* What is expected *
Transcribe the data in full, keeping each line exactly as it appears.

[Extracted records]
****************************************
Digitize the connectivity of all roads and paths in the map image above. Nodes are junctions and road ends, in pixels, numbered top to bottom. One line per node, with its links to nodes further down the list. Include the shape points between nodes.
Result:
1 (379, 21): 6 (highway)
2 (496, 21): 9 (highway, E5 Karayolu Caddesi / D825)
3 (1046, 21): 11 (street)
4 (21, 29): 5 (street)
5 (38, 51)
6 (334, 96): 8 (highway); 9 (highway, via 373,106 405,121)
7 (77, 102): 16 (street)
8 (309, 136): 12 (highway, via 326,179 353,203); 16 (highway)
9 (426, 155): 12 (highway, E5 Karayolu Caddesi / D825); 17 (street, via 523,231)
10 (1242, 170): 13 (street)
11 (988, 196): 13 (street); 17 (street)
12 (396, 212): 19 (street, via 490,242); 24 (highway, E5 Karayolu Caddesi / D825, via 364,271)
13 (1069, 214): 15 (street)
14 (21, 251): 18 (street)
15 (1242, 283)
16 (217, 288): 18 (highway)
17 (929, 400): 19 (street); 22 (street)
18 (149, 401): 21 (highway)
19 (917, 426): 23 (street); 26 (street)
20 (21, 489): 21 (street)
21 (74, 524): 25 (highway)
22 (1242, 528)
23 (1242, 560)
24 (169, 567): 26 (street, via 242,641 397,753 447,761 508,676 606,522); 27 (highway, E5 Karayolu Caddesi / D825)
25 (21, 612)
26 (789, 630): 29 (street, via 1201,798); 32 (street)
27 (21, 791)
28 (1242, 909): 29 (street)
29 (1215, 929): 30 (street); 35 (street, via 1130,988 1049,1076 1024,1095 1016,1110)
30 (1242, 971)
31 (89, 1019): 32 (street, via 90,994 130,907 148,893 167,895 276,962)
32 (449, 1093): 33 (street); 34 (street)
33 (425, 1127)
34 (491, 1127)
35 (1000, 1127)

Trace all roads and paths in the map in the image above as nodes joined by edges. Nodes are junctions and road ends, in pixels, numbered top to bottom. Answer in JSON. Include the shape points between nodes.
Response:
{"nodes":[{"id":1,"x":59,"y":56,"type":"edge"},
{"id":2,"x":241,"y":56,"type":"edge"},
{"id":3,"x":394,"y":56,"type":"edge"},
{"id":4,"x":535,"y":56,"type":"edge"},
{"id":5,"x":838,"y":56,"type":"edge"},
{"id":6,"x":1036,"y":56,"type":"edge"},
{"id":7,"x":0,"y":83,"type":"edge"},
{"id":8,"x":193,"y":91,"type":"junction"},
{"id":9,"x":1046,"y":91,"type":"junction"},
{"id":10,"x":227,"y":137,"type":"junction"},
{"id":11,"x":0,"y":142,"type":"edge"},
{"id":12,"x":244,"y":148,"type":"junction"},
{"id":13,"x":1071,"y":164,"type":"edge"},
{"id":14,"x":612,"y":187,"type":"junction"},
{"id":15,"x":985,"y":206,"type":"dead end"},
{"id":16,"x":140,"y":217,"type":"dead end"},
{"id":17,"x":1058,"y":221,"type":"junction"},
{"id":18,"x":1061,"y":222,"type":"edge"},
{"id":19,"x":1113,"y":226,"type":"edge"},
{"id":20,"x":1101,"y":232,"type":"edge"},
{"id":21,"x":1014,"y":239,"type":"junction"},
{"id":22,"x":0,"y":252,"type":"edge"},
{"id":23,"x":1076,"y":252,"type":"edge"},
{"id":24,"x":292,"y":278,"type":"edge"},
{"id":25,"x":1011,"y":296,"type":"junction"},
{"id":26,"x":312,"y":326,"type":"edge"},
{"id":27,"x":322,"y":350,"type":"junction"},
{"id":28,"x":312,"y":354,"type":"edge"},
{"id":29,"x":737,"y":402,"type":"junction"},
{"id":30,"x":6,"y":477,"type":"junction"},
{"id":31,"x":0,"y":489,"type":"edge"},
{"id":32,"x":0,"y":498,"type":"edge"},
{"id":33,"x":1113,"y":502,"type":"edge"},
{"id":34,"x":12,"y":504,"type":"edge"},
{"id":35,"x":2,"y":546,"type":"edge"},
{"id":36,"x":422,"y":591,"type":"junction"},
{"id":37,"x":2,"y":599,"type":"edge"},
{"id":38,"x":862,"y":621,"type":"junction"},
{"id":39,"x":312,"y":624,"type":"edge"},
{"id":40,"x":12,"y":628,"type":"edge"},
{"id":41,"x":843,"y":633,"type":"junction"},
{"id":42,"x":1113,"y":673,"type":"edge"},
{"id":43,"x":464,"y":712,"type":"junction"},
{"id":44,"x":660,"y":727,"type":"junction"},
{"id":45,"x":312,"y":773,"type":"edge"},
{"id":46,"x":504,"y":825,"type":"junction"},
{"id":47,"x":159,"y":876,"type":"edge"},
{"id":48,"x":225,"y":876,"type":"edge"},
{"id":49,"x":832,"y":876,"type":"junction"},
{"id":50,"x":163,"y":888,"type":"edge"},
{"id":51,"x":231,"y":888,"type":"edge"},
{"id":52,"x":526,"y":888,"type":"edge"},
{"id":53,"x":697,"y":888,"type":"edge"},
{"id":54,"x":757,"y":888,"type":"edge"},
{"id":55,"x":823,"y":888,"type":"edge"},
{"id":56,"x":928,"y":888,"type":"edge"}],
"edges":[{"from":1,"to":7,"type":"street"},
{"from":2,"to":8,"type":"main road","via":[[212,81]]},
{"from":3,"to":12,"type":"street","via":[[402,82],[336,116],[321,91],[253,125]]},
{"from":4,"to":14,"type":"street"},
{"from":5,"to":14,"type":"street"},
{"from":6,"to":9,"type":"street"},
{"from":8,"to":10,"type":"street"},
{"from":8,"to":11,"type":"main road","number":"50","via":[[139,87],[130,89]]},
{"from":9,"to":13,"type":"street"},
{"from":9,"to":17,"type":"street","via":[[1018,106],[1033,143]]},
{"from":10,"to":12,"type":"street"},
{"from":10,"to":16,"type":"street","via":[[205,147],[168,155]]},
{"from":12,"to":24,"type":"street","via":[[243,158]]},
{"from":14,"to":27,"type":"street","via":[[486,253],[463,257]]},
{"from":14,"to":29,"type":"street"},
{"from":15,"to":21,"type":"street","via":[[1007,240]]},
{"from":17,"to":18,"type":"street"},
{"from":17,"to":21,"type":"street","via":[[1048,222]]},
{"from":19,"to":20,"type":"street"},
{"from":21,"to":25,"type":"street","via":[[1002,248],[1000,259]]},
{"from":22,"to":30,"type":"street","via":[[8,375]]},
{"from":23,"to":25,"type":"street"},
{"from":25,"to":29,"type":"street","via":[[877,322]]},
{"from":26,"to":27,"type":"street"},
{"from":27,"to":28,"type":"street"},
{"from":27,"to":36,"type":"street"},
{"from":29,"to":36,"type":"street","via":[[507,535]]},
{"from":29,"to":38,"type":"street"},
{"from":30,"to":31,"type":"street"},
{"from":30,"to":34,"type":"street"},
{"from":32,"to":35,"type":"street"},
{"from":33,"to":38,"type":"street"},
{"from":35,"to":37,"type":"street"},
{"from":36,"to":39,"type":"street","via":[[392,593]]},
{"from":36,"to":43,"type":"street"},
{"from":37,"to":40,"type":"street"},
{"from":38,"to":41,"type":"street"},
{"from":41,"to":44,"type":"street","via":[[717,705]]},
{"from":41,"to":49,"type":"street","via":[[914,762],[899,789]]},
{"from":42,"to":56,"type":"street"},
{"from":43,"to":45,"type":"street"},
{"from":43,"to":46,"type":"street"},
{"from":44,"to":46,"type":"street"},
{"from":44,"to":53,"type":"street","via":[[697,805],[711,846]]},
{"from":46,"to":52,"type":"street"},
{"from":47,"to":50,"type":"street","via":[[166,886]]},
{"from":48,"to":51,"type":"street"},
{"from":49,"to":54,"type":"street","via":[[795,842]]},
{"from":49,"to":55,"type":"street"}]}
****************************************
* Expected answer *
Digitize the connectivity of all roads and paths in the map image above. Nodes are junctions and road ends, in pixels, numbered top to bottom. One line per node, with its links to nodes further down the list. Include the shape points between nodes.
Result:
1 (379, 21): 6 (highway)
2 (496, 21): 9 (highway, E5 Karayolu Caddesi / D825)
3 (1046, 21): 11 (street)
4 (21, 29): 5 (street)
5 (38, 51)
6 (334, 96): 8 (highway); 9 (highway, via 373,106 405,121)
7 (77, 102): 16 (street)
8 (309, 136): 12 (highway, via 326,179 353,203); 16 (highway)
9 (426, 155): 12 (highway, E5 Karayolu Caddesi / D825); 17 (street, via 523,231)
10 (1242, 170): 13 (street)
11 (988, 196): 13 (street); 17 (street)
12 (396, 212): 19 (street, via 490,242); 24 (highway, E5 Karayolu Caddesi / D825, via 364,271)
13 (1069, 214): 15 (street)
14 (21, 251): 18 (street)
15 (1242, 283)
16 (217, 288): 18 (highway)
17 (929, 400): 19 (street); 22 (street)
18 (149, 401): 21 (highway)
19 (917, 426): 23 (street); 26 (street)
20 (21, 489): 21 (street)
21 (74, 524): 25 (highway)
22 (1242, 528)
23 (1242, 560)
24 (169, 567): 26 (street, via 242,641 397,753 447,761 508,676 606,522); 27 (highway, E5 Karayolu Caddesi / D825)
25 (21, 612)
26 (789, 630): 29 (street, via 1201,798); 32 (street)
27 (21, 791)
28 (1242, 909): 29 (street)
29 (1215, 929): 30 (street); 35 (street, via 1130,988 1049,1076 1024,1095 1016,1110)
30 (1242, 971)
31 (89, 1019): 32 (street, via 90,994 130,907 148,893 167,895 276,962)
32 (449, 1093): 33 (street); 34 (street)
33 (425, 1127)
34 (491, 1127)
35 (1000, 1127)

Trace all roads and paths in the map in the image above as nodes joined by edges. Nodes are junctions and road ends, in pixels, numbered top to bottom. Answer in JSON. Include the shape points between nodes.
Response:
{"nodes":[{"id":1,"x":59,"y":56,"type":"edge"},
{"id":2,"x":241,"y":56,"type":"edge"},
{"id":3,"x":394,"y":56,"type":"edge"},
{"id":4,"x":535,"y":56,"type":"edge"},
{"id":5,"x":838,"y":56,"type":"edge"},
{"id":6,"x":1036,"y":56,"type":"edge"},
{"id":7,"x":0,"y":83,"type":"edge"},
{"id":8,"x":193,"y":91,"type":"junction"},
{"id":9,"x":1046,"y":91,"type":"junction"},
{"id":10,"x":227,"y":137,"type":"junction"},
{"id":11,"x":0,"y":142,"type":"edge"},
{"id":12,"x":244,"y":148,"type":"junction"},
{"id":13,"x":1071,"y":164,"type":"edge"},
{"id":14,"x":612,"y":187,"type":"junction"},
{"id":15,"x":985,"y":206,"type":"dead end"},
{"id":16,"x":140,"y":217,"type":"dead end"},
{"id":17,"x":1058,"y":221,"type":"junction"},
{"id":18,"x":1061,"y":222,"type":"edge"},
{"id":19,"x":1113,"y":226,"type":"edge"},
{"id":20,"x":1101,"y":232,"type":"edge"},
{"id":21,"x":1014,"y":239,"type":"junction"},
{"id":22,"x":0,"y":252,"type":"edge"},
{"id":23,"x":1076,"y":252,"type":"edge"},
{"id":24,"x":292,"y":278,"type":"edge"},
{"id":25,"x":1011,"y":296,"type":"junction"},
{"id":26,"x":312,"y":326,"type":"edge"},
{"id":27,"x":322,"y":350,"type":"junction"},
{"id":28,"x":312,"y":354,"type":"edge"},
{"id":29,"x":737,"y":402,"type":"junction"},
{"id":30,"x":6,"y":477,"type":"junction"},
{"id":31,"x":0,"y":489,"type":"edge"},
{"id":32,"x":0,"y":498,"type":"edge"},
{"id":33,"x":1113,"y":502,"type":"edge"},
{"id":34,"x":12,"y":504,"type":"edge"},
{"id":35,"x":2,"y":546,"type":"edge"},
{"id":36,"x":422,"y":591,"type":"junction"},
{"id":37,"x":2,"y":599,"type":"edge"},
{"id":38,"x":862,"y":621,"type":"junction"},
{"id":39,"x":312,"y":624,"type":"edge"},
{"id":40,"x":12,"y":628,"type":"edge"},
{"id":41,"x":843,"y":633,"type":"junction"},
{"id":42,"x":1113,"y":673,"type":"edge"},
{"id":43,"x":464,"y":712,"type":"junction"},
{"id":44,"x":660,"y":727,"type":"junction"},
{"id":45,"x":312,"y":773,"type":"edge"},
{"id":46,"x":504,"y":825,"type":"junction"},
{"id":47,"x":159,"y":876,"type":"edge"},
{"id":48,"x":225,"y":876,"type":"edge"},
{"id":49,"x":832,"y":876,"type":"junction"},
{"id":50,"x":163,"y":888,"type":"edge"},
{"id":51,"x":231,"y":888,"type":"edge"},
{"id":52,"x":526,"y":888,"type":"edge"},
{"id":53,"x":697,"y":888,"type":"edge"},
{"id":54,"x":757,"y":888,"type":"edge"},
{"id":55,"x":823,"y":888,"type":"edge"},
{"id":56,"x":928,"y":888,"type":"edge"}],
"edges":[{"from":1,"to":7,"type":"street"},
{"from":2,"to":8,"type":"main road","via":[[212,81]]},
{"from":3,"to":12,"type":"street","via":[[402,82],[336,116],[321,91],[253,125]]},
{"from":4,"to":14,"type":"street"},
{"from":5,"to":14,"type":"street"},
{"from":6,"to":9,"type":"street"},
{"from":8,"to":10,"type":"street"},
{"from":8,"to":11,"type":"main road","number":"50","via":[[139,87],[130,89]]},
{"from":9,"to":13,"type":"street"},
{"from":9,"to":17,"type":"street","via":[[1018,106],[1033,143]]},
{"from":10,"to":12,"type":"street"},
{"from":10,"to":16,"type":"street","via":[[205,147],[168,155]]},
{"from":12,"to":24,"type":"street","via":[[243,158]]},
{"from":14,"to":27,"type":"street","via":[[486,253],[463,257]]},
{"from":14,"to":29,"type":"street"},
{"from":15,"to":21,"type":"street","via":[[1007,240]]},
{"from":17,"to":18,"type":"street"},
{"from":17,"to":21,"type":"street","via":[[1048,222]]},
{"from":19,"to":20,"type":"street"},
{"from":21,"to":25,"type":"street","via":[[1002,248],[1000,259]]},
{"from":22,"to":30,"type":"street","via":[[8,375]]},
{"from":23,"to":25,"type":"street"},
{"from":25,"to":29,"type":"street","via":[[877,322]]},
{"from":26,"to":27,"type":"street"},
{"from":27,"to":28,"type":"street"},
{"from":27,"to":36,"type":"street"},
{"from":29,"to":36,"type":"street","via":[[507,535]]},
{"from":29,"to":38,"type":"street"},
{"from":30,"to":31,"type":"street"},
{"from":30,"to":34,"type":"street"},
{"from":32,"to":35,"type":"street"},
{"from":33,"to":38,"type":"street"},
{"from":35,"to":37,"type":"street"},
{"from":36,"to":39,"type":"street","via":[[392,593]]},
{"from":36,"to":43,"type":"street"},
{"from":37,"to":40,"type":"street"},
{"from":38,"to":41,"type":"street"},
{"from":41,"to":44,"type":"street","via":[[717,705]]},
{"from":41,"to":49,"type":"street","via":[[914,762],[899,789]]},
{"from":42,"to":56,"type":"street"},
{"from":43,"to":45,"type":"street"},
{"from":43,"to":46,"type":"street"},
{"from":44,"to":46,"type":"street"},
{"from":44,"to":53,"type":"street","via":[[697,805],[711,846]]},
{"from":46,"to":52,"type":"street"},
{"from":47,"to":50,"type":"street","via":[[166,886]]},
{"from":48,"to":51,"type":"street"},
{"from":49,"to":54,"type":"street","via":[[795,842]]},
{"from":49,"to":55,"type":"street"}]}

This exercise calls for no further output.